> Directions for this task: The full set of entries, reproduced exactly, is the expected answer.

> Data entries:
- Opening Delimiter -

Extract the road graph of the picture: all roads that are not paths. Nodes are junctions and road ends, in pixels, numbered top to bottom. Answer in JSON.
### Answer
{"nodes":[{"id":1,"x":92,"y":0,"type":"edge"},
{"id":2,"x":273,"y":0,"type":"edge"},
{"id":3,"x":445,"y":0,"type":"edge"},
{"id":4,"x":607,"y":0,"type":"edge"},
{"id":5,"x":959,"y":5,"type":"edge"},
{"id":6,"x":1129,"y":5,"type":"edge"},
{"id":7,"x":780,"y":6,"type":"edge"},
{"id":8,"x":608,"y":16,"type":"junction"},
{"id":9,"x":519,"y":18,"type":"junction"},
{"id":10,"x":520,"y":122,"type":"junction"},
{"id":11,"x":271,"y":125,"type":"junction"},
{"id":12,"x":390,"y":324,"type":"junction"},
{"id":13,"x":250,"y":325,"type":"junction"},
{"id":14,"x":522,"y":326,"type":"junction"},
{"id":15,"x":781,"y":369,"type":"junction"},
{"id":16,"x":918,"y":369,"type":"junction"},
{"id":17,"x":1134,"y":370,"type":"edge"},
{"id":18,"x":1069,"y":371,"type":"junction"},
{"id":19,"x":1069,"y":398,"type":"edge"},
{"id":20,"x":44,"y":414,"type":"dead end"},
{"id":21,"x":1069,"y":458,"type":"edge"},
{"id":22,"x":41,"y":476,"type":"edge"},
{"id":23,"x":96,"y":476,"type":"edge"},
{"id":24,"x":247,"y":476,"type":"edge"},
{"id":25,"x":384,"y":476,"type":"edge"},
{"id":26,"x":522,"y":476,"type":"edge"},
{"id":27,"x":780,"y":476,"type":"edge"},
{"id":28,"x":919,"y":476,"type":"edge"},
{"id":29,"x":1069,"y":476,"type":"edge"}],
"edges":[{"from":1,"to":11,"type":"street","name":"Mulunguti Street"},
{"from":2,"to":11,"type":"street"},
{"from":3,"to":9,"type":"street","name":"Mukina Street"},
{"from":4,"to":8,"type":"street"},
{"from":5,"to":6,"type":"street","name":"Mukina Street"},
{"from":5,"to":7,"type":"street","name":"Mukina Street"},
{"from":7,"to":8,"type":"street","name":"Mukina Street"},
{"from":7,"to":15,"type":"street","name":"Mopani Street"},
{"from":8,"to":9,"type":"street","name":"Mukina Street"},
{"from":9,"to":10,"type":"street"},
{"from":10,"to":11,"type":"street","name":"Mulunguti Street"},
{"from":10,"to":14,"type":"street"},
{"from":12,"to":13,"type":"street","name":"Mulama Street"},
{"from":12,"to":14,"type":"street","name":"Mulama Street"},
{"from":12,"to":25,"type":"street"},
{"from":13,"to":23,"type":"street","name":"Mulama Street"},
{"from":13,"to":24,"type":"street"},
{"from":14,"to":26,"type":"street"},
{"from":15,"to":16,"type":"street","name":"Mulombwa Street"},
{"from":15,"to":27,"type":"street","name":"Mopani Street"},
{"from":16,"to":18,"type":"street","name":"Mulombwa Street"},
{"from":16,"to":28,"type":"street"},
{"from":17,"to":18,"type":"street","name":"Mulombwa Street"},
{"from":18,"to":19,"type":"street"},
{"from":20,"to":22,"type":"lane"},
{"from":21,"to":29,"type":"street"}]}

- Closing Delimiter -

> Result of the exercise:
Extract the road graph of the picture: all roads that are not paths. Nodes are junctions and road ends, in pixels, numbered top to bottom. Answer in JSON.
### Answer
{"nodes":[{"id":1,"x":92,"y":0,"type":"edge"},
{"id":2,"x":273,"y":0,"type":"edge"},
{"id":3,"x":445,"y":0,"type":"edge"},
{"id":4,"x":607,"y":0,"type":"edge"},
{"id":5,"x":959,"y":5,"type":"edge"},
{"id":6,"x":1129,"y":5,"type":"edge"},
{"id":7,"x":780,"y":6,"type":"edge"},
{"id":8,"x":608,"y":16,"type":"junction"},
{"id":9,"x":519,"y":18,"type":"junction"},
{"id":10,"x":520,"y":122,"type":"junction"},
{"id":11,"x":271,"y":125,"type":"junction"},
{"id":12,"x":390,"y":324,"type":"junction"},
{"id":13,"x":250,"y":325,"type":"junction"},
{"id":14,"x":522,"y":326,"type":"junction"},
{"id":15,"x":781,"y":369,"type":"junction"},
{"id":16,"x":918,"y":369,"type":"junction"},
{"id":17,"x":1134,"y":370,"type":"edge"},
{"id":18,"x":1069,"y":371,"type":"junction"},
{"id":19,"x":1069,"y":398,"type":"edge"},
{"id":20,"x":44,"y":414,"type":"dead end"},
{"id":21,"x":1069,"y":458,"type":"edge"},
{"id":22,"x":41,"y":476,"type":"edge"},
{"id":23,"x":96,"y":476,"type":"edge"},
{"id":24,"x":247,"y":476,"type":"edge"},
{"id":25,"x":384,"y":476,"type":"edge"},
{"id":26,"x":522,"y":476,"type":"edge"},
{"id":27,"x":780,"y":476,"type":"edge"},
{"id":28,"x":919,"y":476,"type":"edge"},
{"id":29,"x":1069,"y":476,"type":"edge"}],
"edges":[{"from":1,"to":11,"type":"street","name":"Mulunguti Street"},
{"from":2,"to":11,"type":"street"},
{"from":3,"to":9,"type":"street","name":"Mukina Street"},
{"from":4,"to":8,"type":"street"},
{"from":5,"to":6,"type":"street","name":"Mukina Street"},
{"from":5,"to":7,"type":"street","name":"Mukina Street"},
{"from":7,"to":8,"type":"street","name":"Mukina Street"},
{"from":7,"to":15,"type":"street","name":"Mopani Street"},
{"from":8,"to":9,"type":"street","name":"Mukina Street"},
{"from":9,"to":10,"type":"street"},
{"from":10,"to":11,"type":"street","name":"Mulunguti Street"},
{"from":10,"to":14,"type":"street"},
{"from":12,"to":13,"type":"street","name":"Mulama Street"},
{"from":12,"to":14,"type":"street","name":"Mulama Street"},
{"from":12,"to":25,"type":"street"},
{"from":13,"to":23,"type":"street","name":"Mulama Street"},
{"from":13,"to":24,"type":"street"},
{"from":14,"to":26,"type":"street"},
{"from":15,"to":16,"type":"street","name":"Mulombwa Street"},
{"from":15,"to":27,"type":"street","name":"Mopani Street"},
{"from":16,"to":18,"type":"street","name":"Mulombwa Street"},
{"from":16,"to":28,"type":"street"},
{"from":17,"to":18,"type":"street","name":"Mulombwa Street"},
{"from":18,"to":19,"type":"street"},
{"from":20,"to":22,"type":"lane"},
{"from":21,"to":29,"type":"street"}]}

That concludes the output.